* EXERCISE DESCRIPTION
Nothing outside the range is wanted. Repeat exactly the lines below from the one with "Left hand at" through the one with "index pip: (751, 182)".

* RECORDED DATA
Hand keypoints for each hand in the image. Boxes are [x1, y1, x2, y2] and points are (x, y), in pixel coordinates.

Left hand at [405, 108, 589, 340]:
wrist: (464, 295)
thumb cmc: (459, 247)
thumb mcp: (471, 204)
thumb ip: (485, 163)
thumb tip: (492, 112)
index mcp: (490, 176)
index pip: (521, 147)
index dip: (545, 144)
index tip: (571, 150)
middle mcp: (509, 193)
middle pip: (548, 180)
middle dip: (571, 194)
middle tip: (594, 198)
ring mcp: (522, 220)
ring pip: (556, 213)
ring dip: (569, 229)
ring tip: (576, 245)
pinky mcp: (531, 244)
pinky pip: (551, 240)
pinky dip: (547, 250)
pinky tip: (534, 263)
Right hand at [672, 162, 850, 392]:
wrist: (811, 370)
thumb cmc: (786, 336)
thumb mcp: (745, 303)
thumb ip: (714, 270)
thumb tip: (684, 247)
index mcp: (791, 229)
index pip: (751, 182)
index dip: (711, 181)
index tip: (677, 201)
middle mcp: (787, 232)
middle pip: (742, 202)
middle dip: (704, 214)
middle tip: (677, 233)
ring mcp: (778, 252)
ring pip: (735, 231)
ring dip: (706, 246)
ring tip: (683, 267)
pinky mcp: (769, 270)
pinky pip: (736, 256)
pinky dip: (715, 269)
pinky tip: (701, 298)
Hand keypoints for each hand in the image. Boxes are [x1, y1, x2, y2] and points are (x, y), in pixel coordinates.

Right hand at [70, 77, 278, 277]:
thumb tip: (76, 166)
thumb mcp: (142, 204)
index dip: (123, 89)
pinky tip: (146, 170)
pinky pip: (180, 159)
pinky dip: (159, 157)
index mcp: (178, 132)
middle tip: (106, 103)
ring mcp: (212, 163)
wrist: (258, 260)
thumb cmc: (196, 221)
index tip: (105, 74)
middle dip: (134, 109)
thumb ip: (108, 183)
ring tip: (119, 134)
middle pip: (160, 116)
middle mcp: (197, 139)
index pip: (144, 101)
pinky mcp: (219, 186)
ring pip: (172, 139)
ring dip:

* RESULT OF THE EXERCISE
Left hand at [405, 108, 589, 340]:
wrist: (464, 295)
thumb cmc: (459, 247)
thumb mcp: (471, 204)
thumb ip: (485, 163)
thumb tip: (492, 112)
index mcp: (490, 176)
index pip: (521, 147)
index dip: (545, 144)
index tip: (571, 150)
middle mcp: (509, 193)
middle pip: (548, 180)
middle dip: (571, 194)
middle tip: (594, 198)
ring mcp: (522, 220)
ring pip: (556, 213)
ring dip: (569, 229)
ring tip: (576, 245)
pinky mcp: (531, 244)
pinky pip: (551, 240)
pinky dip: (547, 250)
pinky tip: (534, 263)
Right hand at [672, 162, 850, 392]:
wrist: (811, 370)
thumb cmc: (786, 336)
thumb mcp: (745, 303)
thumb ip: (714, 270)
thumb tip: (684, 247)
index mcp: (791, 229)
index pip: (751, 182)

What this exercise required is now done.